Hide table of contents

The Intro to ML Safety course covers foundational techniques and concepts in ML safety for those interested in pursuing research careers in AI safety, with a focus on empirical research. 

We think it's a good fit for people with ML backgrounds who are looking to get into empirical research careers focused on AI safety.

Intro to ML Safety is run by the Center for AI Safety and designed and taught by Dan Hendrycks, a UC Berkeley ML PhD and director of the Center for AI Safety.

Apply to be a participant by May 22nd

Website: https://course.mlsafety.org/ 

About the Course

Intro to ML Safety is an 8-week virtual course that aims to introduce students with a deep learning background to the latest empirical AI Safety research. The program introduces foundational ML safety concepts such as robustness, alignment, monitoring, and systemic safety.

The course takes 5 hours a week, and consists of a mixture of:

  • Assigned readings and lecture videos (publicly available at course.mlsafety.org)
  • Homework and coding assignments
  • A facilitated discussion session with a TA and weekly optional office hours

The course will be virtual by default, though in-person sections may be offered at some universities.
 

The Intro to ML Safety curriculum

The course covers:

  1. Hazard Analysis: an introduction to concepts from the field of hazard analysis and how they can be applied to ML systems; and an overview of standard models for modelling risks and accidents.
  2. Robustness: Robustness focuses on ensuring models behave acceptably when exposed to abnormal, unforeseen, unusual, highly impactful, or adversarial events. We cover techniques for generating adversarial examples and making models robust to adversarial examples; benchmarks in measuring robustness to distribution shift; and approaches to improving robustness via data augmentation, architectural choices, and pretraining techniques.
  3. Monitoring: We cover techniques to identify malicious use, hidden model functionality and data poisoning, and emergent behaviour in models; metrics for OOD detection; confidence calibration for deep neural networks; and transparency tools for neural nets.
  4. Alignment: We define alignment as reducing inherent model hazards. We cover measuring honesty in models; power aversion; an introduction to ethics; and imposing ethical constraints in ML systems.
  5. Systemic Safety: In addition to directly reducing hazards from AI systems, there are several ways that AI can be used to make the world better equipped to handle the development of AI by improving sociotechnical factors like decision making ability and safety culture. We cover using ML for improved epistemics; ML for cyberdefense;  and ways in which AI systems could be made to better cooperate.
  6. Additional X-Risk Discussion: The last section of the course explores the broader importance of the concepts covered: namely, existential risk and possible existential hazards. We cover specific ways in which AI could potentially cause an existential catastrophe, such as weaponization, proxy gaming, treacherous turn, deceptive alignment, value lock-in, and persuasive AI. We introduce some considerations for influencing future AI systems; and introduce research on selection pressures. 

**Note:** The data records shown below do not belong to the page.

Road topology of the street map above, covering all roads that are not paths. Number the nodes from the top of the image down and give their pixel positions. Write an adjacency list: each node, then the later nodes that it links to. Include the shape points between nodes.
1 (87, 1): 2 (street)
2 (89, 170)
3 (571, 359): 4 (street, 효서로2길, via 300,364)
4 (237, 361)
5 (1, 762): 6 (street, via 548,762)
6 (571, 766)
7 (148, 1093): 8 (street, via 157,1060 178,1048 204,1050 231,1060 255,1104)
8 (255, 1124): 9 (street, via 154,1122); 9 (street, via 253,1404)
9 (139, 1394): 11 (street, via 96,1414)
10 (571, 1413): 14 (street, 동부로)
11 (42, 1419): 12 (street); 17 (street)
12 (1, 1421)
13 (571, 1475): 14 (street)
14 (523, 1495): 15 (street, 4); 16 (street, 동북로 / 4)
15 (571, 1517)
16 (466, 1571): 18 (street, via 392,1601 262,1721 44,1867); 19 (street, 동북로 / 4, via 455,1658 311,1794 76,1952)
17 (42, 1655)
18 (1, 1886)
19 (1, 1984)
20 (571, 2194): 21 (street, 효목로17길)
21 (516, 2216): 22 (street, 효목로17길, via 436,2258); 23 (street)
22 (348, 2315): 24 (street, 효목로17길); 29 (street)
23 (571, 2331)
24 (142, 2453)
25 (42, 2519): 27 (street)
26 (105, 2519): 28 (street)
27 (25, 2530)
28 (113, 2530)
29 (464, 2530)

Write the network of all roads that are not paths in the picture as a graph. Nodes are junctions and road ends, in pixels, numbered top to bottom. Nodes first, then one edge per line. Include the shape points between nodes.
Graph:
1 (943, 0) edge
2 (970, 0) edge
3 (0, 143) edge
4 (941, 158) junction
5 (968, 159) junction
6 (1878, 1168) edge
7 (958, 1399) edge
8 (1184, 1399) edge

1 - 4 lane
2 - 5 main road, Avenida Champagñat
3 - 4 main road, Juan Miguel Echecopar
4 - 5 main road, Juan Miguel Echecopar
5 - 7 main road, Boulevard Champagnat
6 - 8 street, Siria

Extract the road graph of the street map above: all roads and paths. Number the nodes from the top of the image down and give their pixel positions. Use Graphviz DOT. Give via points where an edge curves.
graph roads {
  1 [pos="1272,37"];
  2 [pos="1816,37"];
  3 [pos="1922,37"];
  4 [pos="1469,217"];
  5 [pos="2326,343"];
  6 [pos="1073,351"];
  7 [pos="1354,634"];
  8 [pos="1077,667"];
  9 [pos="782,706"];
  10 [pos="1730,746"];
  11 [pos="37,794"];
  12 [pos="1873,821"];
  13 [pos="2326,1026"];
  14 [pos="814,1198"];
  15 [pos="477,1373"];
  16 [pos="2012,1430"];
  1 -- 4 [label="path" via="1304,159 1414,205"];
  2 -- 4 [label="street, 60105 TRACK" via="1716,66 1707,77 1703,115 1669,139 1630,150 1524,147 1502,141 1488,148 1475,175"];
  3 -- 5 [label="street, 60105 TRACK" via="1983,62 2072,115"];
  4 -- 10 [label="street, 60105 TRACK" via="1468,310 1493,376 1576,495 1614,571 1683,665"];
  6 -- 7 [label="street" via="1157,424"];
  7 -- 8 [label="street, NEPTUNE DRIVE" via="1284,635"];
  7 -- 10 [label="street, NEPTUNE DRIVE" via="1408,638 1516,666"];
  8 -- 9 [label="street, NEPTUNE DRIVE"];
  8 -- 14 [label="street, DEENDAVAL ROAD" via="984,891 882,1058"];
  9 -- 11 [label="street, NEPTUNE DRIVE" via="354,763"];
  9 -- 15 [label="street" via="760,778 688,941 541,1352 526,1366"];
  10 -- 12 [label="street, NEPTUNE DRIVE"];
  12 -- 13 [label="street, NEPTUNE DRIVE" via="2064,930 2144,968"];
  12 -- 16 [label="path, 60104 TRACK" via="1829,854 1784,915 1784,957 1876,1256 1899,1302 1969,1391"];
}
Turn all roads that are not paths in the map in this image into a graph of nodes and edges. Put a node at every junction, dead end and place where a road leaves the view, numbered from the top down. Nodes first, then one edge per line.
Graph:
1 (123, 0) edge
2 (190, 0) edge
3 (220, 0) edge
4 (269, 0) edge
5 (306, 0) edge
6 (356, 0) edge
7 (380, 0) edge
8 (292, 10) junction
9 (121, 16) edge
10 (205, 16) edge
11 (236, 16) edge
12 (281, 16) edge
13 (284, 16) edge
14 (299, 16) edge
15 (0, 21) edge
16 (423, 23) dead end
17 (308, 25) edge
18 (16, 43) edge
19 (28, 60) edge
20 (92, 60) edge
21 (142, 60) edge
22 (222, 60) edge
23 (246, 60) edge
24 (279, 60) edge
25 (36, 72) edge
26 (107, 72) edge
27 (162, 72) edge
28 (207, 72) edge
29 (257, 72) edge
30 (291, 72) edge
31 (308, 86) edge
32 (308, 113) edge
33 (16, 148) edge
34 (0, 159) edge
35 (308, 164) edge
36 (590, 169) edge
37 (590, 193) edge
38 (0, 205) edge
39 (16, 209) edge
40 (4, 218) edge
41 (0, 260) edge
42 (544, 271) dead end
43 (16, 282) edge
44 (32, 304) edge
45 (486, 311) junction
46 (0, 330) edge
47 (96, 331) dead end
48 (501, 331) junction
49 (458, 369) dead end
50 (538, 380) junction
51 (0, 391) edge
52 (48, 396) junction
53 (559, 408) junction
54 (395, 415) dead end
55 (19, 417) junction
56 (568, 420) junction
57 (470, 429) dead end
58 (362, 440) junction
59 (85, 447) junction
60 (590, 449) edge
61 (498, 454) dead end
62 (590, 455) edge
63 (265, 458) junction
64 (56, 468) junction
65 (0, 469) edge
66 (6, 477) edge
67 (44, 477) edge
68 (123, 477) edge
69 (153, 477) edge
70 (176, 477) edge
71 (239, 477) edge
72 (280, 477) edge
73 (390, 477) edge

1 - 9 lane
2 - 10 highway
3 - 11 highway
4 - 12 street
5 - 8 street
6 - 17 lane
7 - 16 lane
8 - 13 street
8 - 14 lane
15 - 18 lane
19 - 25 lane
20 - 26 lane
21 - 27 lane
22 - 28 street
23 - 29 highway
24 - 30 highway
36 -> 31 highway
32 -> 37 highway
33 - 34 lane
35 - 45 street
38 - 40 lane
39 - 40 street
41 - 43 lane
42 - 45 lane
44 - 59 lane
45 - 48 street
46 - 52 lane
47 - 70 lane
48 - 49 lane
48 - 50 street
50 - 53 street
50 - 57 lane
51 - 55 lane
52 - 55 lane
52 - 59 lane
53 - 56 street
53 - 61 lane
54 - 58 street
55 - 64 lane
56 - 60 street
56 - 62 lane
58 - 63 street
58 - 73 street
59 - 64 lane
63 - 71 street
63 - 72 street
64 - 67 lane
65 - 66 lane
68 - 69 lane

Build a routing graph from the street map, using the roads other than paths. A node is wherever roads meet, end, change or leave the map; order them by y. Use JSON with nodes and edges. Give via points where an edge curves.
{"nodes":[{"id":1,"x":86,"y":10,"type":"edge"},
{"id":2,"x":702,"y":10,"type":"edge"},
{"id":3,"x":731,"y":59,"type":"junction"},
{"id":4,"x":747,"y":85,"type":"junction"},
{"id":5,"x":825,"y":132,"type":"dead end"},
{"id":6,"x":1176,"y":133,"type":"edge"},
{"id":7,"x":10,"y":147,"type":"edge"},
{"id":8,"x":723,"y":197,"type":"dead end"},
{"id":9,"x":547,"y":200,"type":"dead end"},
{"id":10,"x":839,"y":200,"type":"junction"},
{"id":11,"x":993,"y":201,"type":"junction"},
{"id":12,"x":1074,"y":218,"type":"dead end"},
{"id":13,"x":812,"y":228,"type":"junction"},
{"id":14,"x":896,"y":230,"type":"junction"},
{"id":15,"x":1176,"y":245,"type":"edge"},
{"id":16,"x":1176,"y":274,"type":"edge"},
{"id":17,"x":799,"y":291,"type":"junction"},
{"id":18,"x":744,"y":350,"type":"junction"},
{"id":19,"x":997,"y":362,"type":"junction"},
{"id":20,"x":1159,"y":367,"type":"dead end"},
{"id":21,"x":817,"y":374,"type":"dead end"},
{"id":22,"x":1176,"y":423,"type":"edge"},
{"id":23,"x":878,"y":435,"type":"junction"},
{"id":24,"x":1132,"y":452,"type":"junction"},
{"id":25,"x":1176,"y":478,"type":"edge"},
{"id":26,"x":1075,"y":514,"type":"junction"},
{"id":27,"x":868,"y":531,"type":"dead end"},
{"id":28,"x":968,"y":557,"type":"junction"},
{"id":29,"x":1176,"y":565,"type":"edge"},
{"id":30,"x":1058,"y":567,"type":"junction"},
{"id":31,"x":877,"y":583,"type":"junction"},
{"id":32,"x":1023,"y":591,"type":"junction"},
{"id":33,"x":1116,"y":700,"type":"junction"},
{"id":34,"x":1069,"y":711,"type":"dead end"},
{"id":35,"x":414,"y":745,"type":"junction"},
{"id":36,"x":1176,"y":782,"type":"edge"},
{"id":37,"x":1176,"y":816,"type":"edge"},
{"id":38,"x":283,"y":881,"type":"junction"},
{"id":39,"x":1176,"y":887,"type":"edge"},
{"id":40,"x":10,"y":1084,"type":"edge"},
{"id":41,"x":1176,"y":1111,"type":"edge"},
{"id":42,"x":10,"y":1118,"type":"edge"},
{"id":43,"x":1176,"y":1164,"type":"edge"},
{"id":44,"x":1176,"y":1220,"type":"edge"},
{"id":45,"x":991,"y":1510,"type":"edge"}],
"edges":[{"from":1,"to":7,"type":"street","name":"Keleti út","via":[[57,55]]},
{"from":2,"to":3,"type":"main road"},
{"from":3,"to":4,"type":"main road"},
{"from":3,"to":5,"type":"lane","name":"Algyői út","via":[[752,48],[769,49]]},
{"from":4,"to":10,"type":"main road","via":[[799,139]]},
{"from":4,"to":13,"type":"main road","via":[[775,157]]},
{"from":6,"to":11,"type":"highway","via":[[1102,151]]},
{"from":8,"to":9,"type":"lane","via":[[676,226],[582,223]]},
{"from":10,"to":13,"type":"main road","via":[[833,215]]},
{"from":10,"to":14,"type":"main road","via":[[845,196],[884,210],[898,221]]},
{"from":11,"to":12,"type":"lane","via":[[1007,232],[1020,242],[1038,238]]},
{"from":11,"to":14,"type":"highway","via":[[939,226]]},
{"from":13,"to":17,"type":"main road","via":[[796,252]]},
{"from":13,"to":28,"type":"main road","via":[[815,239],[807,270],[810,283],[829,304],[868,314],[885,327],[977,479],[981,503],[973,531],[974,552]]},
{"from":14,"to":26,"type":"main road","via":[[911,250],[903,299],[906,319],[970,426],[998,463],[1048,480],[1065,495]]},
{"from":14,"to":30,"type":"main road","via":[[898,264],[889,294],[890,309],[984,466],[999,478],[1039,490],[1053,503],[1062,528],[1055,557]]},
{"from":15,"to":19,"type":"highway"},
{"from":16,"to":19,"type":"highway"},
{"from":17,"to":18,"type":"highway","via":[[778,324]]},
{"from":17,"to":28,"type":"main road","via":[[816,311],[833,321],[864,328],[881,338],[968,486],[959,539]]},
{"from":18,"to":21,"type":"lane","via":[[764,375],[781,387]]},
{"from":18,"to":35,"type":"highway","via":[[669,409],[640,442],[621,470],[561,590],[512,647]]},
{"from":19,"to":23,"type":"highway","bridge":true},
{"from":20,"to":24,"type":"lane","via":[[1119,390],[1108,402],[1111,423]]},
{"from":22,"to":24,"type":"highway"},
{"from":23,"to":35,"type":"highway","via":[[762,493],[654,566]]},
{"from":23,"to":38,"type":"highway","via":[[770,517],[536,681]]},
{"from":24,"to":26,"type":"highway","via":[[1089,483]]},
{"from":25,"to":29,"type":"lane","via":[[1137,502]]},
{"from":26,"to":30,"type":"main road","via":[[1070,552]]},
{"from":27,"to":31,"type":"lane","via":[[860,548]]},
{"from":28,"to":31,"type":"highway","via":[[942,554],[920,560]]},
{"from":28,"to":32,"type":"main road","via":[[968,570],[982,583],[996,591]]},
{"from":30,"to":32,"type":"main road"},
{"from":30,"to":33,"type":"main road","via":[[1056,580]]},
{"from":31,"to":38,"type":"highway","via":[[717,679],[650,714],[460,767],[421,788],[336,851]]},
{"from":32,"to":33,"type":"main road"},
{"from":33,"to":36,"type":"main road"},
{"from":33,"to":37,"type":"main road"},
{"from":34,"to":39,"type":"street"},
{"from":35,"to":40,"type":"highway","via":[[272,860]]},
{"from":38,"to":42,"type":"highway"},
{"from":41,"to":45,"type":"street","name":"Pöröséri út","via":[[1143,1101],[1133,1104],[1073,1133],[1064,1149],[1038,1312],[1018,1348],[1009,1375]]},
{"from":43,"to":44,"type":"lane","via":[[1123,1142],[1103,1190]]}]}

How is this program different from AGISF?

If you are interested in an empirical research career in AI safety, then  you are in the target audience for this course. The ML Safety course does not overlap much with AGISF, so we expect that participants who both have and have not previously done AGISF to get a lot out of Intro to ML Safety.

Intro to ML Safety is focused on ML empirical research rather than conceptual work. Participants are required to watch recorded lectures and complete homework assignments that test their understanding of the technical material. 

You can read about more the ML safety approach in Open Problems in AI X-risk.

Time Commitment

The program will last 8 weeks, beginning on June 12th and ending on August 14th. 

Participants are expected to commit around 5-10 hours per week. This includes ~1-2 hours of recorded lectures, ~2-3 hours of readings, ~2 hours of written assignments, and 1.5 hours of in person discussion.

In order to give more people the opportunity to study ML Safety, we will provide a $500 stipend to eligible students who complete the course

Eligibility

This is a technical course. A solid background in deep learning is required. 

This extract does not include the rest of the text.